Piers Morgan, the Simon Cowell of America’s Got Talent, is set to replace Larry King on his CNN talk show. Cool? I actually watched a few minutes of America’s Got Talent last night for some reason. What is that show? There were two baby children break-dancing and afterwards Howie Mandel (sure) told them that it was too bad they weren’t grown men, because they could have any woman they wanted. EXCUSE ME, WHAT? Then Sharon Osbourne (again: sure) asked them if they were dating. No, Sharon Osbourne, they aren’t dating. They are five and ten years old, and also Howie Mandel already covered this territory. What is wrong with these perverts? Then there was a 900 year old woman who “hand-whistled” (whatever THAT means) the song “Hero,” and I mean, don’t get me wrong, we should all be so lucky as to find something in this world that makes us happy AND earns us a spot on a reality TV show that looks like it was ripped off a VHS tape of some old Czech Republic Government Run Network Programming. But afterwards everyone had to tiptoe around the fact that no one even knows what “hand-whistling” IS, but at the same time saying things like “I think you’re going to make hand-whistling huge in America.” So it’s a show about perverts and liars? Again, Howie Mandel (haha, sure) was like “I believe there is a place in entertainment for the offbeat and unusual.” I guess? And that place is “alone in the basement,” right? What is this 10,000 B.C. hand-whistler going to record an album? Give me a break. Piers Morgan didn’t actually say much. I think he told the break-dancing children that they were “mellifluous” or some British shit like that. Whatever. I did not watch Larry King Live and I will almost certainly not watch Larry King Live 2: Piers Morgan Drift. Of course, in England, Larry King Live is called Larry King Lav. (Gotcha!)

Comments (36)
  1. does he need an ed macmahon? she sure hopes so…

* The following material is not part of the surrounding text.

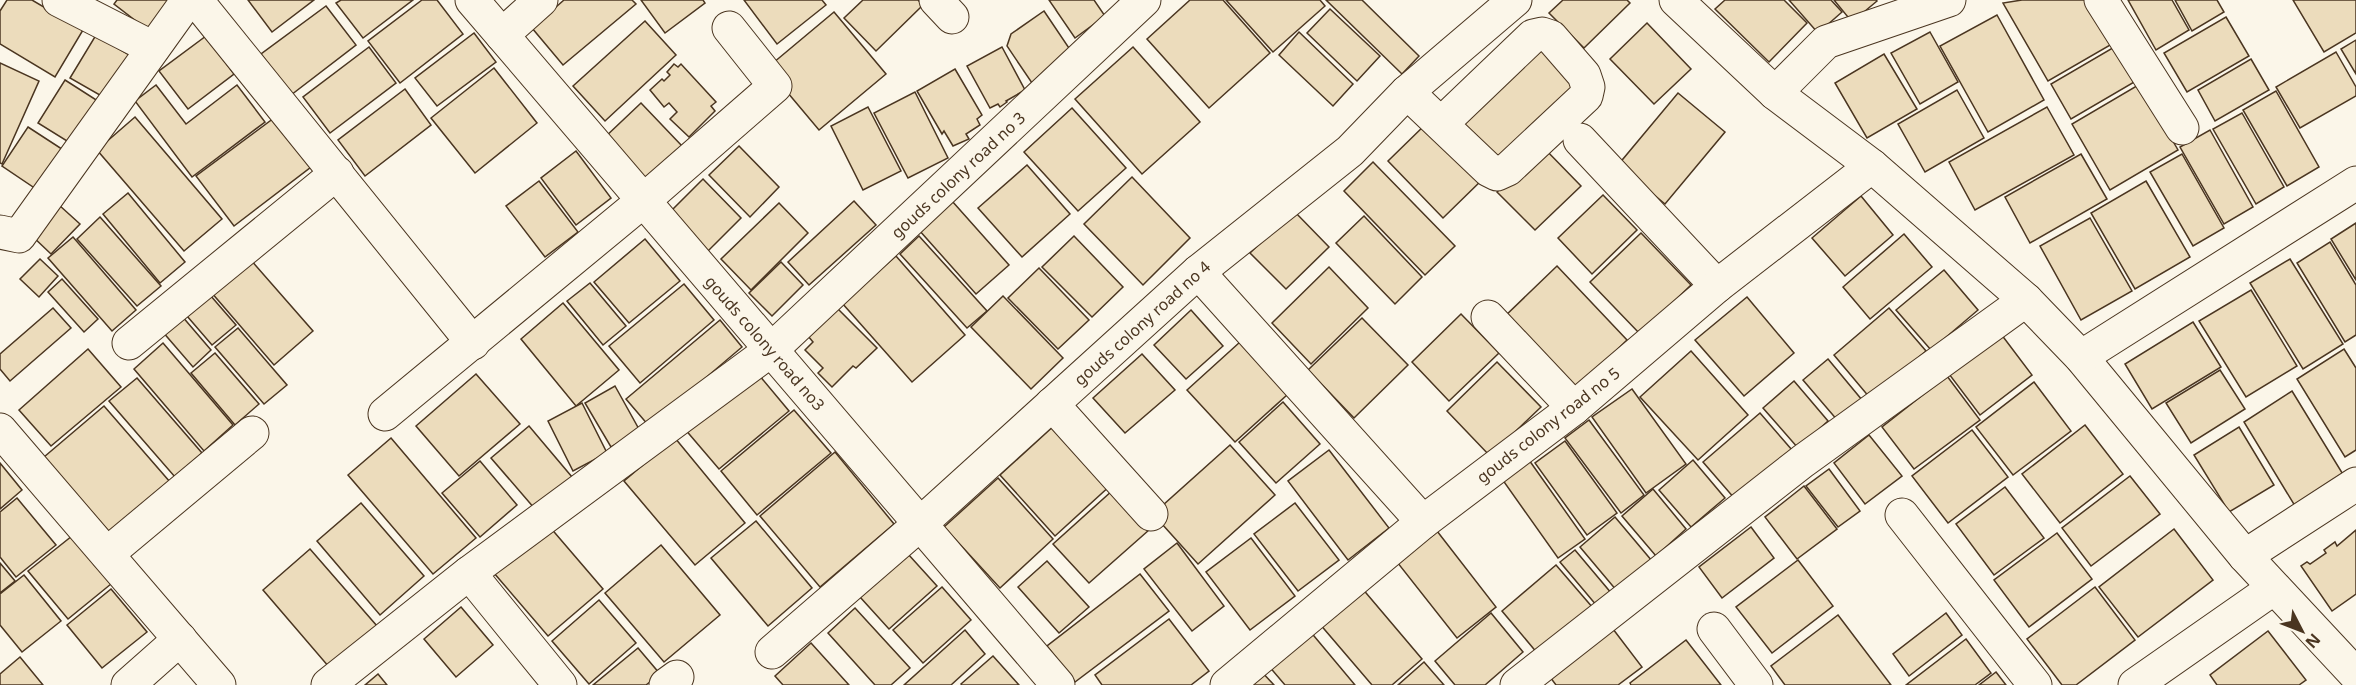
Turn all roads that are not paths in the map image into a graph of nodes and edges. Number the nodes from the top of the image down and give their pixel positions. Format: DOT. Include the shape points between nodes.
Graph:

  2. These two know what Howie was talking about:

  3. But if Piers Morgan is replacing Larry King, who’s going to replace Piers Morgan on America’s Got Talent? I vote for Mel Gibson, just because that’s sure to get the show cancelled so we can put something more worthwhile on in its place. Law And Order: Minor Citation Unit, perhaps.

  4. Maybe Piers Morgan can follow suit and hang onto this job 30 years past when he should have retired, too

  5. Judging from the above photo, Piers Morgan is full of confidence.

  6. Ugh, I hate Piers Morgan. Now I’ll never watch a show I never watched before he was the host.

  7. Is this what Piers won on Celebrity Apprentice for putting up with Stephen Baldwin?

  8. He should take a long walk off a short…himself…

  9. “The rebellious states defeated the British Empire in the American Revolution, the first successful colonial war of independence.”

    Nope, sorry Wikipedia.

  10. I actually kind of have a huge crush on this man, so I will most likely watch this. :(

  11. Anyway you guys, my wife’s name is Lauri. Anyone know what they would call her in England?

  12. Ol’ Hand Whistlin’ Sally just wanted an excuse to say “lubricate my hands” on live TV.

  13. Psyched to hear him act in Shrek: 5nal Destination!

  14. Yes, but what kind of suspenders is he going to wear?

  15. In England, we call smug, condescending, rat-faced, filthy, boorish bullies “Piers Moron” (or at the very least, Private Eye do).

  16. I don’t know anything about Piers Morgan (cool name!) but if the British soccer announcers are any indication, he will use the word “velvet” a lot

  17. Umm…Lorry King Live, obvs.

  18. I guess Larry King Live is going to become less of an talk show and more of a berating-sad-people-for-being-untalented show. How fun. How yuck.

  19. They should have had Mel Gibson be Larry King’s replacement. He could have the BP execs on, scream at them about not fixing the oil spill and then demand blow jobs from every guest before burning down their house! Perfect!

  20. Goddamn it England I thought we had a deal. WE TOOK SIMON COWELL OFF YOUR HANDS. How about Jeremy Clarkson? We’ll take Jeremy Clarkson even, he’ll be in good company with all the other climate-change-denying, automobile-worshipping, boorish twats we’ve got. Just come on and repossess Piers Morgan, already.

  21. On a BBC Radio 4 show, they had smart celebrities playing some panel game where you had to come up with alternative meanings for words.

    Stephen Fry had “countryside”, and put the new meaning to be “the killing of Piers Morgan”.